I mentioned how it's most certainly easier for them to isolate themselves in their large estates and multiple homes. I also noted that with their private jets and yachts they can travel much more safely than we, the great unwashed. And I also touched on how they can better limit their exposure to the virus because they have house staff - servants, butlers and personal assistants - to run their daily errands to the market, pharmacies and of course to the liquor stores and wine shops.
But that's where I left off and didn't address the obvious; what happens if all the servants and assistants are in lock-down too, and can't show up for work?
Now comes this excellent and amusing article from the Times of London (April 29, 2020) by Lucy Challenger, founder of Polo and Tweed (a recruitment agency that supplies staff to the ultra rich) dealing with this very issue of what actually happens when servants can't come to work! To quote Ms Challenger:
"Seeing as we're all in this lockdown together, let us spare a thought for the super-rich. In castles, palaces and penthouses across the land, oligarchs, royals, hedge-funders and trust-funders are having to confront a terrible truth: toilets do not clean themselves. Marble is a devil to look after. And keeping the silverware sparkling is surprisingly hard work. People are wanting to know -literally-how to do the laundry. They've never used a washing machine before. We explain how to understand the settings, how to separate items. To you and me, maybe this is common sense, but if you've never had to do it before, it's a bizarre new world of skills."
In her succinct and understated British style of humor, she goes on to caution against do-it-yourself cleaning techniques without proper professional staff to help out.
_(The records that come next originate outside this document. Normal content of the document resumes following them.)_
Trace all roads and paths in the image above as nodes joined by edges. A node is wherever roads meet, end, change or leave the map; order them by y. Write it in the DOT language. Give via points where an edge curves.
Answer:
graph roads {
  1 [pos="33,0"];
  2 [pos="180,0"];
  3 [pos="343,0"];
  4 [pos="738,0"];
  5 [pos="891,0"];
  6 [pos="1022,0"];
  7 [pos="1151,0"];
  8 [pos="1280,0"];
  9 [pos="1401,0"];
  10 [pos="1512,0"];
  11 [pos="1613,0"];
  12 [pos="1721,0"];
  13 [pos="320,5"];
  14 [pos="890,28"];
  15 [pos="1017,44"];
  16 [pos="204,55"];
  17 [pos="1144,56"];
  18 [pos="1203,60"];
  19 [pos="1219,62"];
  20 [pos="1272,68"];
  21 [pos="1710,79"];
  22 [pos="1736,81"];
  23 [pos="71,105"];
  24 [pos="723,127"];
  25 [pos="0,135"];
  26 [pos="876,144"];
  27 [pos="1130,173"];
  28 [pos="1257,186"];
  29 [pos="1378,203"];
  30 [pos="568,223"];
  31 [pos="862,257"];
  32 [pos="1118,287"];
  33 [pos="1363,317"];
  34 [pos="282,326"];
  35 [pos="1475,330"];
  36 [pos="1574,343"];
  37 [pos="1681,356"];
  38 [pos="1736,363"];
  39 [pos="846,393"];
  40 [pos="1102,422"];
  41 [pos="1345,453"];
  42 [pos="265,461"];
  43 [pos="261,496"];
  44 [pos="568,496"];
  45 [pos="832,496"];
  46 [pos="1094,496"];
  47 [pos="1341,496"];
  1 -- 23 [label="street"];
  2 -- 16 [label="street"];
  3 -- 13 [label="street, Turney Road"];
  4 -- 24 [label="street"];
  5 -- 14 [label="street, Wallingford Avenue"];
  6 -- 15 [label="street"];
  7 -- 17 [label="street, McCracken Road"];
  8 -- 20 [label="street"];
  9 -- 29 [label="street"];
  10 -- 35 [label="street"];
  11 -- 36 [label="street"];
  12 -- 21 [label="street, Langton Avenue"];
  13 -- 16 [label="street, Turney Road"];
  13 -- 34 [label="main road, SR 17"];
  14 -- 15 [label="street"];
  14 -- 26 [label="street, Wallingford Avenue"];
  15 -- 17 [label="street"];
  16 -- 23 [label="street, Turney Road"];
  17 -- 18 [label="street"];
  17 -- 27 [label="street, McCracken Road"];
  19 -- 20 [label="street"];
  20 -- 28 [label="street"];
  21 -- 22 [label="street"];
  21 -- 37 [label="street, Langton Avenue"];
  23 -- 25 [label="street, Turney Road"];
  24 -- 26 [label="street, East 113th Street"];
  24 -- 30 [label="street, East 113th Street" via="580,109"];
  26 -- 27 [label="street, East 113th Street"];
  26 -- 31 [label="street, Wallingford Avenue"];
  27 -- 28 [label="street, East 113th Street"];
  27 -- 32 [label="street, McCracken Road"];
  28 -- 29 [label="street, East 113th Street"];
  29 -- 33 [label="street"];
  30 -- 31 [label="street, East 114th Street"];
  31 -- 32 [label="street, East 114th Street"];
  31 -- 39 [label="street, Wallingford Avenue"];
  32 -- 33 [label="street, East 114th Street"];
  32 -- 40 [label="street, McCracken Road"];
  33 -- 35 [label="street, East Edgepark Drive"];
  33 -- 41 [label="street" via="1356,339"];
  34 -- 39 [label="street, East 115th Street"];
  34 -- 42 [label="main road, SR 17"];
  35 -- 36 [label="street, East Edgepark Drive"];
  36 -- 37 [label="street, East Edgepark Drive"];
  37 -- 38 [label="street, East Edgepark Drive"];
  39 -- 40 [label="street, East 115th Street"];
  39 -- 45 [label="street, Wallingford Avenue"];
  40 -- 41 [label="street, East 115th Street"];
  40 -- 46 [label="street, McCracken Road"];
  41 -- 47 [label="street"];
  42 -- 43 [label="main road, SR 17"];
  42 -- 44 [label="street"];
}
Said she, "Chandeliers, it transpires, are a whole world of hurt, so be grateful if you don't have one." Which made me laugh so hard I had to wipe away tears. It reminded me of my own feeble attempt to deal with this subject in a post entitled "How to Clean a Chandelier" back in 2011.
Ms Challenger's Polo and Tweed is a premiere agency that matches well-trained house staff, in their various skills and capacities with the perfect employer, all across the globe. You might be wondering if I'm on their registry list? The answer to that would be no. In fact, I can only imagine how Ms Challenger would roll her eyes if I even applied.
Although I did graduate from a respectable household management school here in America, I know I could never compete with a proper British butler. I'm content with being an apostate American butler to this nutty old billionaire I'm working for at the moment. Who, by the way, has been hiding out at his gentleman's farm for the past month, along with his latest girlfriend of course. Which doesn't hurt my feelings one bit.
As always, thanks for dropping by this evening. I hope we're all staying safe as the world slowly comes to grips with the nightmare we're all facing.